In an interview with Human Rights in China (HRIC), Feng Zhenghu (冯正虎), a Chinese citizen who has been denied return to China since June 7, 2009, says that the international community must not forget the meaning of Human Rights Day, December 10, which commemorates the adoption of the Universal Declaration of Human Rights (UDHR) by the United Nations in 1948.
The UDHR enshrines the right to travel and return to one’s own country in Article 13, Subsection (2), which states: “Everyone has the right to leave any country, including his own, and to return to his country.”
Feng said that he wanted to “rest” today, Human Rights Day, because it is the international community’s responsibility to not only advocate, but also uphold the principle and practice of the protection of fundamental human rights.
In a case that has attracted international media attention over the past month, the Shanghai-based economist-turned-human rights educator has been refused entry into China eight times. He had left China on April 1, 2009, following his release from a “guest house” run by the Navy in Shanghai, where he was illegally held for 41 days (February 15 – March 25). He said that State Security officers had asked his family to persuade him to “go out to recuperate for a while,” and had told his family: “Don’t worry, Professor Feng will definitely be able to come back.”
So far, the Chinese authorities have not offered reasons for barring Feng’s entry. Feng’s passport is reportedly valid until 2012.
Feng was imprisoned for three years (2001-2003) and fined for 400,000 yuan (about $58,500) on conviction of “illegal business activities” relating to his publication of a book and CD without official permission. After his release, he sued the Shanghai Municipal Press and Publication Bureau (上海新闻出版局) for denying him the permission without a valid reason. He lost the case.
The prison term was a turning point for him. He used his time to study law so that he could use it to protect his own rights. After leaving prison, he began actively helping Shanghai petitioners to seek redress through legal channels by providing information on law and the Chinese Constitution. In addition to publishing a “Monitoring Bulletin” (“督察简报”), he has collected and published sample cases of injustice resulting from judicial bias. Because he believes that “autocratic societies create fear and cut off people from one another,” he has made it a goal to connect and organize petitioners, and to educate people so that they can get involved in governance.
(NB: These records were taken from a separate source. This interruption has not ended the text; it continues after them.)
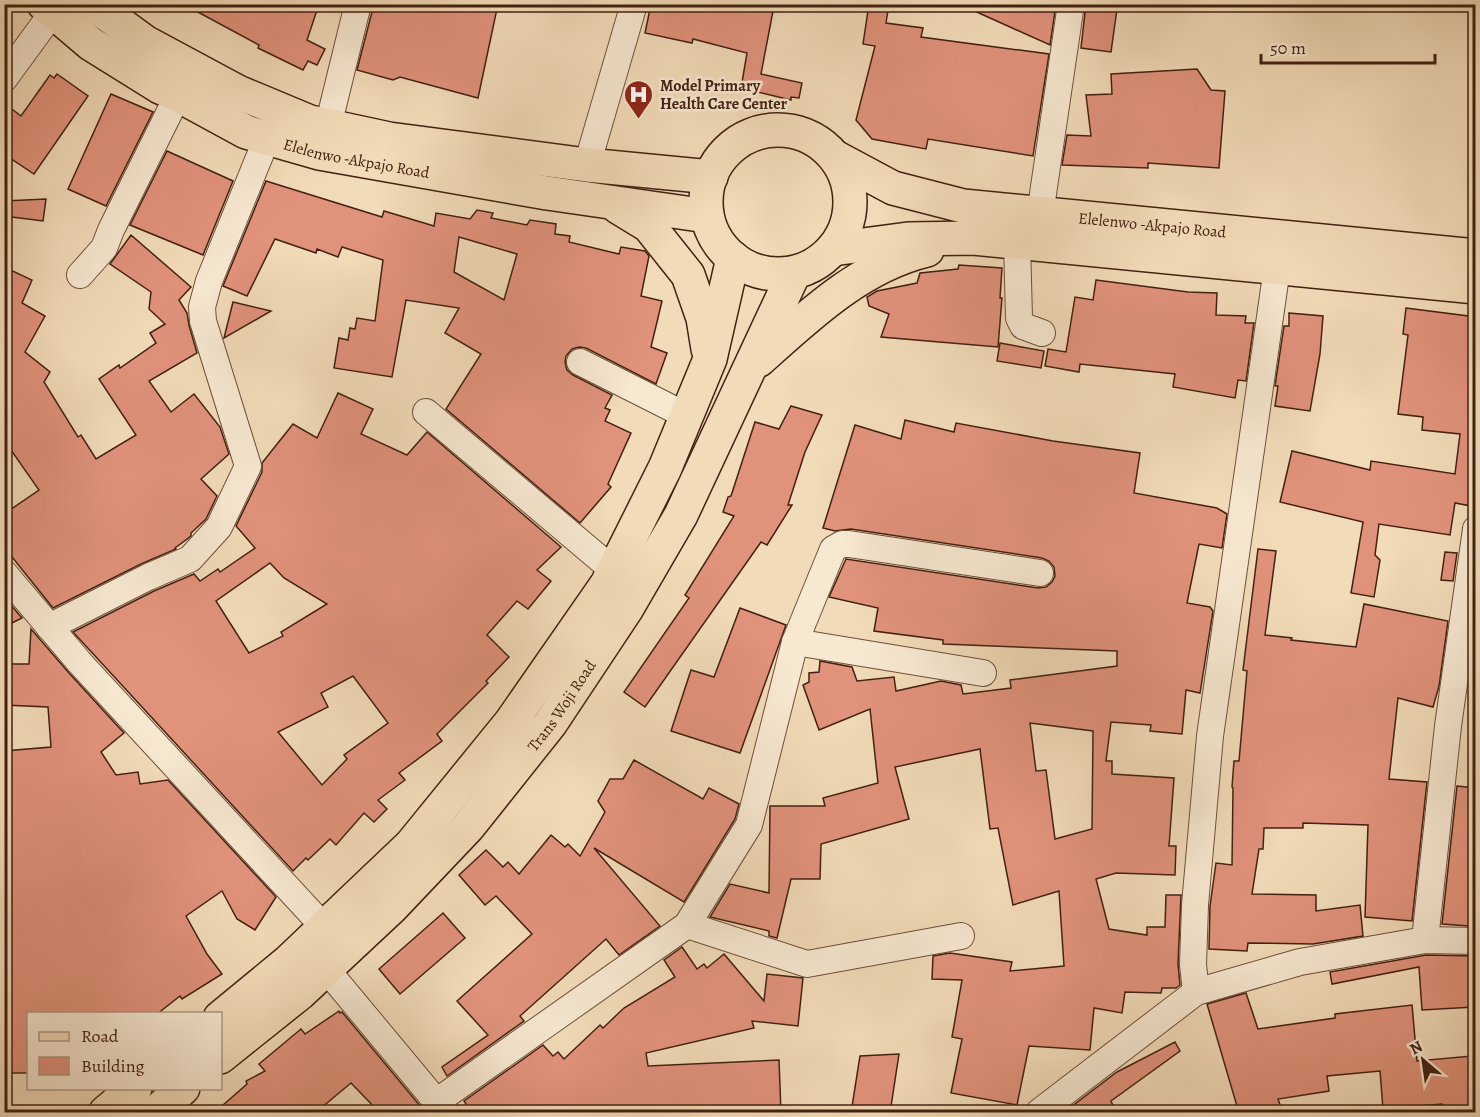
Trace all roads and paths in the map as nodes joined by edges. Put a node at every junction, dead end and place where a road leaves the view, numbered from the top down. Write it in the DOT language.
graph roads {
  1 [pos="93,4"];
  2 [pos="358,4"];
  3 [pos="634,4"];
  4 [pos="1071,4"];
  5 [pos="48,8"];
  6 [pos="4,79"];
  7 [pos="178,95"];
  8 [pos="328,126"];
  9 [pos="267,138"];
  10 [pos="837,158"];
  11 [pos="587,165"];
  12 [pos="711,177"];
  13 [pos="611,203"];
  14 [pos="1040,214"];
  15 [pos="706,216"];
  16 [pos="974,238"];
  17 [pos="1017,243"];
  18 [pos="833,249"];
  19 [pos="1476,256"];
  20 [pos="733,258"];
  21 [pos="1277,268"];
  22 [pos="794,273"];
  23 [pos="80,275"];
  24 [pos="1476,287"];
  25 [pos="1042,333"];
  26 [pos="710,359"];
  27 [pos="580,362"];
  28 [pos="747,372"];
  29 [pos="426,412"];
  30 [pos="687,416"];
  31 [pos="1476,529"];
  32 [pos="613,570"];
  33 [pos="4,573"];
  34 [pos="1040,573"];
  35 [pos="49,627"];
  36 [pos="795,642"];
  37 [pos="983,673"];
  38 [pos="687,925"];
  39 [pos="324,927"];
  40 [pos="961,936"];
  41 [pos="1425,940"];
  42 [pos="1475,944"];
  43 [pos="326,969"];
  44 [pos="1196,992"];
  45 [pos="222,1016"];
  46 [pos="222,1055"];
  47 [pos="134,1090"];
  48 [pos="182,1090"];
  49 [pos="440,1108"];
  50 [pos="106,1113"];
  51 [pos="156,1113"];
  52 [pos="1039,1113"];
  1 -- 8 [label="main road, Elelenwo -Akpajo Road"];
  2 -- 8 [label="street"];
  3 -- 11 [label="street"];
  4 -- 14 [label="street"];
  5 -- 6 [label="street"];
  5 -- 7 [label="main road, Elelenwo -Akpajo Road"];
  7 -- 9 [label="main road, Elelenwo -Akpajo Road"];
  7 -- 23 [label="street"];
  8 -- 11 [label="main road, Elelenwo -Akpajo Road"];
  9 -- 13 [label="main road, Elelenwo -Akpajo Road"];
  9 -- 35 [label="street"];
  10 -- 12 [label="main road"];
  10 -- 14 [label="main road, Elelenwo -Akpajo Road"];
  10 -- 18 [label="main road"];
  11 -- 12 [label="main road, Elelenwo -Akpajo Road"];
  12 -- 15 [label="main road"];
  13 -- 15 [label="main road, Elelenwo -Akpajo Road"];
  13 -- 26 [label="main road"];
  14 -- 19 [label="main road, Elelenwo -Akpajo Road"];
  15 -- 20 [label="main road"];
  16 -- 17 [label="main road, Elelenwo -Akpajo Road"];
  16 -- 18 [label="main road, Elelenwo -Akpajo Road"];
  16 -- 28 [label="main road"];
  17 -- 21 [label="main road, Elelenwo -Akpajo Road"];
  17 -- 25 [label="street"];
  18 -- 22 [label="main road"];
  20 -- 22 [label="main road"];
  20 -- 26 [label="main road, Trans Woji Road"];
  21 -- 24 [label="main road, Elelenwo -Akpajo Road"];
  21 -- 44 [label="street"];
  22 -- 28 [label="main road, Trans Woji Road"];
  26 -- 30 [label="main road, Trans Woji Road"];
  27 -- 30 [label="street"];
  28 -- 43 [label="main road, Trans Woji Road"];
  29 -- 32 [label="street"];
  30 -- 32 [label="main road, Trans Woji Road"];
  31 -- 41 [label="street"];
  32 -- 39 [label="main road, Trans Woji Road"];
  33 -- 35 [label="street"];
  34 -- 36 [label="street"];
  35 -- 39 [label="street"];
  36 -- 37 [label="street"];
  36 -- 38 [label="street"];
  38 -- 40 [label="street"];
  38 -- 49 [label="street"];
  39 -- 45 [label="main road, Trans Woji Road"];
  41 -- 42 [label="street"];
  41 -- 44 [label="street"];
  43 -- 46 [label="main road, Trans Woji Road"];
  43 -- 49 [label="street"];
  44 -- 52 [label="street"];
  47 -- 50 [label="main road"];
  48 -- 51 [label="main road"];
}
“In dealing with people perceived to pose a serious challenge to their rule, the Chinese authorities routinely violate the right to travel from and return to one’s own country by 1) exiling Chinese citizens; 2) denying them the right to leave China; and 3) denying them the right to return,” said Sharon Hom, executive director of Human Rights in China.
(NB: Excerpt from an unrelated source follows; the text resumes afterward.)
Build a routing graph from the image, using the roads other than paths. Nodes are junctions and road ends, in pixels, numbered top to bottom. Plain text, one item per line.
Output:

HRIC urges China to live up to its aspiration to be a responsible member of the international community by respecting basic human rights, and to articulate the reasons, if any, for the denial of Feng’s return. HRIC also urges the international community to not give China yet another free pass on its human rights violations, but to press China to abide by its international obligations and allow its citizens to return to China.